BEGIN THE INPUT

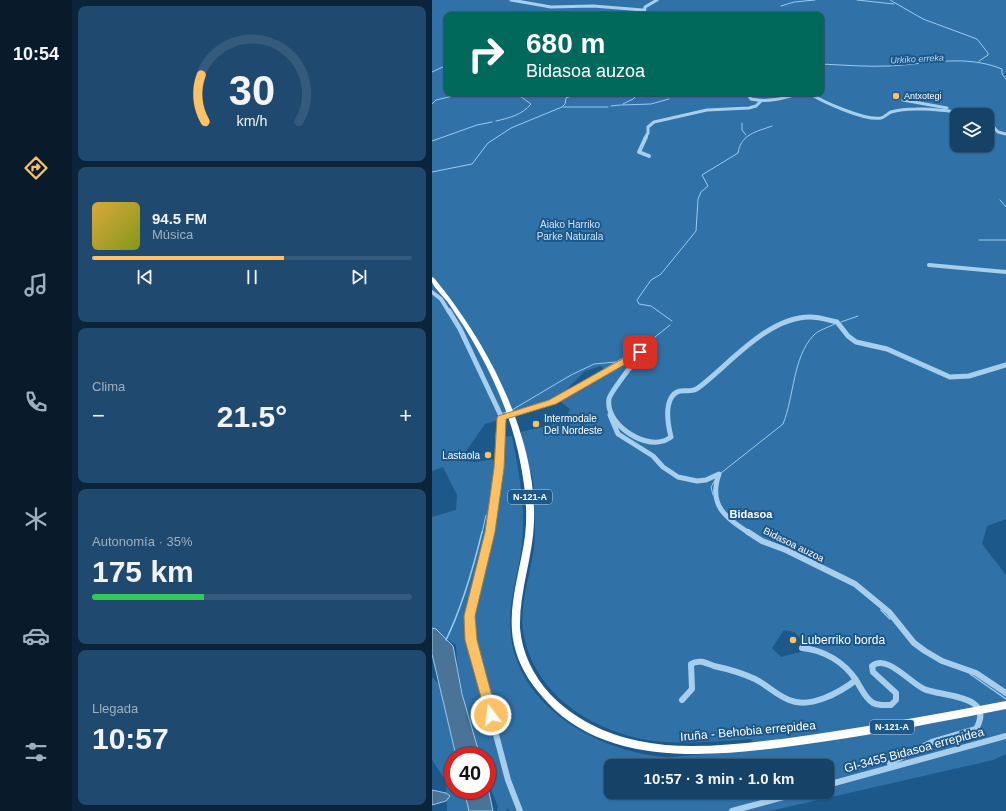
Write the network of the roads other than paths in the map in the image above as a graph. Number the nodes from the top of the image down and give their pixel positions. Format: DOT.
graph roads {
  1 [pos="511,0"];
  2 [pos="657,0"];
  3 [pos="643,10"];
  4 [pos="749,96"];
  5 [pos="790,96"];
  6 [pos="814,96"];
  7 [pos="903,100"];
  8 [pos="761,102"];
  9 [pos="950,109"];
  10 [pos="950,112"];
  11 [pos="994,128"];
  12 [pos="1006,134"];
  13 [pos="649,156"];
  14 [pos="929,265"];
  15 [pos="1006,272"];
  16 [pos="432,279"];
  17 [pos="432,292"];
  18 [pos="1006,365"];
  19 [pos="610,414"];
  20 [pos="502,418"];
  21 [pos="802,648"];
  22 [pos="856,680"];
  23 [pos="1006,693"];
  24 [pos="682,700"];
  25 [pos="1006,705"];
  26 [pos="1006,736"];
  27 [pos="891,767"];
  28 [pos="834,783"];
  29 [pos="776,799"];
  30 [pos="520,811"];
  31 [pos="732,811"];
  1 -- 3 [label="street"];
  2 -- 3 [label="street"];
  4 -- 8 [label="street"];
  5 -- 8 [label="street"];
  6 -- 10 [label="street"];
  7 -- 9 [label="street"];
  8 -- 13 [label="street"];
  11 -- 12 [label="street"];
  14 -- 15 [label="street"];
  16 -- 25 [label="highway, Iruña - Behobia errepidea / N-121-A"];
  17 -- 20 [label="street"];
  18 -- 19 [label="street"];
  19 -- 20 [label="street, Bidasoa auzoa"];
  19 -- 23 [label="street, Bidasoa auzoa"];
  20 -- 30 [label="street"];
  21 -- 22 [label="street"];
  22 -- 24 [label="street"];
  22 -- 27 [label="street"];
  26 -- 27 [label="street, GI-3455 Bidasoa errepidea"];
  27 -- 28 [label="street, GI-3455 Bidasoa errepidea"];
  29 -- 31 [label="street"];
}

END THE INPUT

§ WHAT IS EXPECTED:
Wherever the word "roads" turns up in a line of the entries above, copy that line.

§ REPLY:
Write the network of the roads other than paths in the map in the image above as a graph. Number the nodes from the top of the image down and give their pixel positions. Format: DOT.
graph roads {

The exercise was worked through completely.